Defendant next cites four instances of defense counsel’s failure to object to hearsay evidence at trial. Errors in the admission of evidence are harmless where the facts involved are established by other competent evidence. (People v. Pelkola, 19 Ill.2d 156, 166 N.E.2d 54.) In the instant case, the evidence that tire alleged hearsay was offered to prove was amply proven by competent evidence and in a trial whose transcript ran well over 600 pages, we find four isolated instances of counsel’s failure to object to possible hearsay to be of no indication of counsel’s incompetence.

Defendant finally offers his counsel’s failure to object to the trial court’s entry into the examination of witnesses as evidence of counsel’s incompetency. While repeated intrusions by the trial court into the examination of witnesses may be error (People v.
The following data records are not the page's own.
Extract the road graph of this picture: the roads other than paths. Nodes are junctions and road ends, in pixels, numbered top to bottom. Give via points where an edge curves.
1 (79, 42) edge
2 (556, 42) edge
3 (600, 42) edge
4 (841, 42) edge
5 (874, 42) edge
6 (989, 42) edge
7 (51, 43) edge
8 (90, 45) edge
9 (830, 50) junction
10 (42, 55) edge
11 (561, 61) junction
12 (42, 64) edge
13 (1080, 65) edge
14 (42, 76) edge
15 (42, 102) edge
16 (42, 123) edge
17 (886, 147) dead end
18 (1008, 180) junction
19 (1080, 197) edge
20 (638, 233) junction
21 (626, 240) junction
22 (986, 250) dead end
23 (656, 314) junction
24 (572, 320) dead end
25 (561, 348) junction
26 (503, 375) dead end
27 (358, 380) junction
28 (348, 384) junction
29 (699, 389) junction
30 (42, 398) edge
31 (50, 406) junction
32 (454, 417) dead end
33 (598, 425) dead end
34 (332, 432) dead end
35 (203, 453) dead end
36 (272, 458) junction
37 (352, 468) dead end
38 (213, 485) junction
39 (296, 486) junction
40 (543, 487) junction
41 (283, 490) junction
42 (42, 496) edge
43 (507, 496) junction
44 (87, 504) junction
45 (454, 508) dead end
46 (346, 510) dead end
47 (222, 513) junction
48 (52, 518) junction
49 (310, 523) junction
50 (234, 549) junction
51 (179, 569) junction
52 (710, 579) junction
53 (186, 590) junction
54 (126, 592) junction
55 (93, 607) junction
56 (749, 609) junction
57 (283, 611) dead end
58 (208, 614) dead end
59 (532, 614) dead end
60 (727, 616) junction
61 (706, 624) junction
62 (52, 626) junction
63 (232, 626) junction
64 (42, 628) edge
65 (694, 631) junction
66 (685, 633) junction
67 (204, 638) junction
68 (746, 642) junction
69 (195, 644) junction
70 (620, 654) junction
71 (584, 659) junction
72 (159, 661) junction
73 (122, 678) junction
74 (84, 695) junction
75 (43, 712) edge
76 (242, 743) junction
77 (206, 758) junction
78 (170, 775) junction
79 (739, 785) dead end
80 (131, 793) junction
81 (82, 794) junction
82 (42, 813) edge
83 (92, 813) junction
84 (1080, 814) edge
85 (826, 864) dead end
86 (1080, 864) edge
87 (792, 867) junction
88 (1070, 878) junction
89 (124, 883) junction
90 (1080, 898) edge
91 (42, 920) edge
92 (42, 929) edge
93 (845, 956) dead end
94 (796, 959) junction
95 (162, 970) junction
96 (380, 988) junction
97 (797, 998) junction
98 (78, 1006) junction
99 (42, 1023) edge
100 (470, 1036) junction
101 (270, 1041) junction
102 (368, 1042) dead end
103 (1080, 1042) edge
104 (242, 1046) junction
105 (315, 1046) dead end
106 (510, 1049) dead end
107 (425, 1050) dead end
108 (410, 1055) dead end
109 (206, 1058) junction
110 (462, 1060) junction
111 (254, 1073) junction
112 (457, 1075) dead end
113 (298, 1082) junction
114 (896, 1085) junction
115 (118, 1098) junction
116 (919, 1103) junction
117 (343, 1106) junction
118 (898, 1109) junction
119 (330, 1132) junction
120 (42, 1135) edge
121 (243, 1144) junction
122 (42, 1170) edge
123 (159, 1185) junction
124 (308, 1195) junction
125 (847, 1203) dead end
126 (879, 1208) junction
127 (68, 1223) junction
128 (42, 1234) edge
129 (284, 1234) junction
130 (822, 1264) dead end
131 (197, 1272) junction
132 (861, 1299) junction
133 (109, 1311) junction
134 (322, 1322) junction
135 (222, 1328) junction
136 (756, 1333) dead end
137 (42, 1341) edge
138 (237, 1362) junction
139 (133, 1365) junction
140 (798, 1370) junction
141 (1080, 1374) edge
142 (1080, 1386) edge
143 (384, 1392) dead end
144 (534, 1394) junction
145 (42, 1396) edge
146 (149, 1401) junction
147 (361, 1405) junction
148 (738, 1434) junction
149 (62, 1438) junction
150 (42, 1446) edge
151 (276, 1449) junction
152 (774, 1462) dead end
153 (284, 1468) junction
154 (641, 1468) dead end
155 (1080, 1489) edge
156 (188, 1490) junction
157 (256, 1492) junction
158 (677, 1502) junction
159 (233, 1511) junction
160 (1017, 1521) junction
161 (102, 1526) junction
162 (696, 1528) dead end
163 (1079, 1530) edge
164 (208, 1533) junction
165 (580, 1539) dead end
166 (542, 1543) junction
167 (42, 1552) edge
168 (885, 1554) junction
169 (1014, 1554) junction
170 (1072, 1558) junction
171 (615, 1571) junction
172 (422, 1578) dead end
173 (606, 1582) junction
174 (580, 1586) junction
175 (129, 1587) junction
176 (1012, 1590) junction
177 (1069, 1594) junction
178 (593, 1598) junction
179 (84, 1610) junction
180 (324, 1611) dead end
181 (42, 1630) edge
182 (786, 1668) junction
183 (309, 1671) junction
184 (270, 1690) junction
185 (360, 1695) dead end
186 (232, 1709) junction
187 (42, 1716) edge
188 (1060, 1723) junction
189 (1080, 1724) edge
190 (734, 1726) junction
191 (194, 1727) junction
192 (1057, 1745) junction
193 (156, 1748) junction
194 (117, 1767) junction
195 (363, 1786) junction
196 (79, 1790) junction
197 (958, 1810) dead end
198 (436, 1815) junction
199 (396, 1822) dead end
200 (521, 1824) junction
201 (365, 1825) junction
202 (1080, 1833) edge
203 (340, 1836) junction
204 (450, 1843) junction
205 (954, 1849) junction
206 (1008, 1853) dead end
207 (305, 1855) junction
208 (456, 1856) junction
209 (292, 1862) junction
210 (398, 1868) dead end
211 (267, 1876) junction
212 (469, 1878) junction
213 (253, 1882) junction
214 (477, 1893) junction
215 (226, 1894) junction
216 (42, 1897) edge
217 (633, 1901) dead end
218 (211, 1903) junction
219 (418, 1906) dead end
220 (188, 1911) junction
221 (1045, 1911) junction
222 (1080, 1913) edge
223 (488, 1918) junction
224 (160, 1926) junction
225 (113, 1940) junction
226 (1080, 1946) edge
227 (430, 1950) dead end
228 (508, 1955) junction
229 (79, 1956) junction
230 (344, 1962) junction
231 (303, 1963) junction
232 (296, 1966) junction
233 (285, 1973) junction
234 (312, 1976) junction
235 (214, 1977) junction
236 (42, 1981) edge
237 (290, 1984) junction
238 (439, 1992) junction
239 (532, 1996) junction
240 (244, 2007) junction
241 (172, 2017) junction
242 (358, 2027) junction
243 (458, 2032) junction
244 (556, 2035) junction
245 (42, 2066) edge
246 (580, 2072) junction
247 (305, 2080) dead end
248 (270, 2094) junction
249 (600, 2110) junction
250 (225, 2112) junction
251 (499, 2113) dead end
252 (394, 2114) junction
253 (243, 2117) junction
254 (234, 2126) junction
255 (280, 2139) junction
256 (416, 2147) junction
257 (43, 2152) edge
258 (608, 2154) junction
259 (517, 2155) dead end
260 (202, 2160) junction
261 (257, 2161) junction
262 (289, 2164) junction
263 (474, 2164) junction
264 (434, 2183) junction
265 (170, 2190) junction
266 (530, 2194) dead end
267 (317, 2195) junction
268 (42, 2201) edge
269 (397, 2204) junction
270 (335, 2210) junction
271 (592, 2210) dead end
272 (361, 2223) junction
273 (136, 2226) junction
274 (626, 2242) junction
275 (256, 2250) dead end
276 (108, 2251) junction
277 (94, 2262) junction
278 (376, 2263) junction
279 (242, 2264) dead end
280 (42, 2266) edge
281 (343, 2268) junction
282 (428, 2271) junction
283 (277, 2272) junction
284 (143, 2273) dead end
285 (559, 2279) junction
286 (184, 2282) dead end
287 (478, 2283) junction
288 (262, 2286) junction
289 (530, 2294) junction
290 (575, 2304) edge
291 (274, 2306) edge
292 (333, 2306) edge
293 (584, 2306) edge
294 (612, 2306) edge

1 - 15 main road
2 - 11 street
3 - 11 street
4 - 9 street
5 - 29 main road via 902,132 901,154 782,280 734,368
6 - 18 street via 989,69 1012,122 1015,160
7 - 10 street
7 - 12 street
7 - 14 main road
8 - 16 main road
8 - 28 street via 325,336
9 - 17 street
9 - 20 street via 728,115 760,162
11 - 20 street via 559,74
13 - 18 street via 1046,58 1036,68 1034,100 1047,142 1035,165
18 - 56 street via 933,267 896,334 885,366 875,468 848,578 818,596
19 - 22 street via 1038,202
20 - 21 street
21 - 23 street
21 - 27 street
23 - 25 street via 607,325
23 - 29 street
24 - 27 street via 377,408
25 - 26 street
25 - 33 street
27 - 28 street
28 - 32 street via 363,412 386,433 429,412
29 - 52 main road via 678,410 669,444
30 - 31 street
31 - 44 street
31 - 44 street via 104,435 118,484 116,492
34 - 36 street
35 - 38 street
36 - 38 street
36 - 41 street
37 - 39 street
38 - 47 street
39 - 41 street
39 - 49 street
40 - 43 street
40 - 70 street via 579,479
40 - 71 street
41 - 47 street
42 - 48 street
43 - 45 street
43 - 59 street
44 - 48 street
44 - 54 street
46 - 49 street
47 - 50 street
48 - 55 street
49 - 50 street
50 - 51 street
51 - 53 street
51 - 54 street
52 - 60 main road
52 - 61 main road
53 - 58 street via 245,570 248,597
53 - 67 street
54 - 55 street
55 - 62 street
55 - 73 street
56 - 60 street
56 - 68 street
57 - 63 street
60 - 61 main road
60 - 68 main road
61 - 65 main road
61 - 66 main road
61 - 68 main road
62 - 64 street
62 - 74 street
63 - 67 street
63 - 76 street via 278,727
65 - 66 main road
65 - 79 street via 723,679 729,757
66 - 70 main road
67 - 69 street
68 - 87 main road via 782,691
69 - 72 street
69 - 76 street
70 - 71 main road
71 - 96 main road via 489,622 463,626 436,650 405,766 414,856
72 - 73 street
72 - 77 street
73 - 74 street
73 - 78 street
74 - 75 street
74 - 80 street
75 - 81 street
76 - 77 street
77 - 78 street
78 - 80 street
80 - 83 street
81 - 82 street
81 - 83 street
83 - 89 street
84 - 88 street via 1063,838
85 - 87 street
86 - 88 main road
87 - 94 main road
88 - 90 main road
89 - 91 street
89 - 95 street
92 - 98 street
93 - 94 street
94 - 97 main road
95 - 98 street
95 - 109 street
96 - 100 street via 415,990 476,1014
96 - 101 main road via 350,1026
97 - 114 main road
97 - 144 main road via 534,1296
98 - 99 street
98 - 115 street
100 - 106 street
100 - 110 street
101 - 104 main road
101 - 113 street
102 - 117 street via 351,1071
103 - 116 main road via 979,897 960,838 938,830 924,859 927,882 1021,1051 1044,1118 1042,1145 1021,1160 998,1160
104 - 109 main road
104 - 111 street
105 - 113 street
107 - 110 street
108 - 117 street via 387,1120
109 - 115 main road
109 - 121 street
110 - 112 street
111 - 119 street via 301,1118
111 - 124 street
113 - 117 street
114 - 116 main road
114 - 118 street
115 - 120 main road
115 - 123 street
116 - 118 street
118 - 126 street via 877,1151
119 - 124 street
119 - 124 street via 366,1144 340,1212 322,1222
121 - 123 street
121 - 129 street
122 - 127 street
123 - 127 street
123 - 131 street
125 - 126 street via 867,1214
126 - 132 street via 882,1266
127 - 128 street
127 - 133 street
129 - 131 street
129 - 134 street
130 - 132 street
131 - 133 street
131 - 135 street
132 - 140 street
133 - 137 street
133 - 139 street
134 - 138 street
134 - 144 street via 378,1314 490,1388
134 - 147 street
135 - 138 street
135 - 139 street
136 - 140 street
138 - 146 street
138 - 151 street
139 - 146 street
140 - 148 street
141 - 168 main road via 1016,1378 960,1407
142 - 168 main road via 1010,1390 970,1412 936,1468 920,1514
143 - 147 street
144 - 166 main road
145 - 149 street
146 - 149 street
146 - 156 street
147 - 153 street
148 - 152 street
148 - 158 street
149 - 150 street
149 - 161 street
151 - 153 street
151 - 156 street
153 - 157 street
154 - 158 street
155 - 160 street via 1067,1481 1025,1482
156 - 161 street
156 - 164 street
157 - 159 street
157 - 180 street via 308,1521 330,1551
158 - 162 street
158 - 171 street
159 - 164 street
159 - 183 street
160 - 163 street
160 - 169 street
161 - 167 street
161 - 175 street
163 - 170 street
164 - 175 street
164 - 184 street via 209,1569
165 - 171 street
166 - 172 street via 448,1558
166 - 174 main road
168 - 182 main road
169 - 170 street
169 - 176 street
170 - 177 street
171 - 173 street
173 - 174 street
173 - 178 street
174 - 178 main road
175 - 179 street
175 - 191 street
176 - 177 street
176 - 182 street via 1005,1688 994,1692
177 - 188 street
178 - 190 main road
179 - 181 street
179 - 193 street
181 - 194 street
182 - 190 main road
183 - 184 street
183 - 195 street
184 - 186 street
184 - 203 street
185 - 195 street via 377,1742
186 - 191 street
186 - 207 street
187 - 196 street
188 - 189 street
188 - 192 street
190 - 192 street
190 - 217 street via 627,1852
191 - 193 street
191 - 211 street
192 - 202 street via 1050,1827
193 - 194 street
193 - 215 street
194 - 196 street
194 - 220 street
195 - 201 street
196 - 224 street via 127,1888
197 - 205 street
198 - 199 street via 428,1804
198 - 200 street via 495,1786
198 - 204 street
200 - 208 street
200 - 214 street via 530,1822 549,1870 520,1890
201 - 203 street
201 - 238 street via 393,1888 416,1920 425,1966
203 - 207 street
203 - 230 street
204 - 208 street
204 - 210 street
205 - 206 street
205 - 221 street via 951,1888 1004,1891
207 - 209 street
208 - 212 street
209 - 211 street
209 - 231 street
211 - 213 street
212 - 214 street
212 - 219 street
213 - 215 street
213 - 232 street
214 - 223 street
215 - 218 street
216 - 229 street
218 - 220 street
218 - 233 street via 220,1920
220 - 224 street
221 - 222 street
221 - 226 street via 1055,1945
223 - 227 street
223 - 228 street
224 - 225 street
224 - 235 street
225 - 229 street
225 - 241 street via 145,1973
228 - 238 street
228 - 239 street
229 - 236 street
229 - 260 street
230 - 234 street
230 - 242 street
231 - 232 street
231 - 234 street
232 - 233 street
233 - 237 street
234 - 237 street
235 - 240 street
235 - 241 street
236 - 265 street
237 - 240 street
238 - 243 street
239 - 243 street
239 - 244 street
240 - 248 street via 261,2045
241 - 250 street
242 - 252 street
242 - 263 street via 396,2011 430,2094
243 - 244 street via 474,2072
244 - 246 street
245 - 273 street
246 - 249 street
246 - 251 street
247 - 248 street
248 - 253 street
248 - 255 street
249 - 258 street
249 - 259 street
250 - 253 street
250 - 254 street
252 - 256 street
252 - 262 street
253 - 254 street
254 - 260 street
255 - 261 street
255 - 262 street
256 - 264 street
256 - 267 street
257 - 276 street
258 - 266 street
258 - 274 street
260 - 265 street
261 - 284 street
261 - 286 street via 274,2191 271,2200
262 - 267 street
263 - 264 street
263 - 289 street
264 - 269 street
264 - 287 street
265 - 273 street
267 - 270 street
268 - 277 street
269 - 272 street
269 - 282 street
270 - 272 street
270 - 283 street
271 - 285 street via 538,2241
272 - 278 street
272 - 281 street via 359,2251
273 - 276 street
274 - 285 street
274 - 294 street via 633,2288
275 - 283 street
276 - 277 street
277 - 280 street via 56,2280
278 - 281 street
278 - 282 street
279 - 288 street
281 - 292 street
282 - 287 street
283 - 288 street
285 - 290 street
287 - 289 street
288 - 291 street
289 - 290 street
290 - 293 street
Santucci, 24 Ill.2d 93 180 N.E.2d 491), in the instant case, counsel’s failure to object to the trial court’s rephrasing of questions in a few instances without indicating any bias, so that evidence could be properly received and the trial expedited, cannot be deemed to demonstrate incompetence of defendant’s counsel.

Defendant’s other contention on appeal is that he was initially arrested without probable cause to believe he had committed a crime and that the trial court erred in allowing any evidence deriving from that arrest to be admitted at trial.

It is well settled that this court will not consider the question of improper arrest where it has not been raised before the trial court. Justice will not be served by permitting a defendant to proceed through an entire trial without raising alleged error and then take advantage of any such error on appeal from an adverse judgment. (People v. Harris, *71933 Ill.2d 389, 211 N.E.2d 693, cert. denied, 383 U.S. 971.) In the instant case, defendant did not raise objection to his arrest at trial and cannot do so for the first time on review.

Moreover, even if the waiver was not upheld, the evidence shows that the police officer clearly had reasonable grounds to believe that an offense had been committed and that the defendant was the perpetrator of that offense. People v. Wright, 41 Ill.2d 170, 242 N.E.2d 180, cert. denied, 395 U.S. 933.

For the foregoing reasons, the judgment of the Circuit Court of Cook County is hereby affirmed.

Judgment affirmed.

BURMAN, P. J., and DIERINGER, J., concur.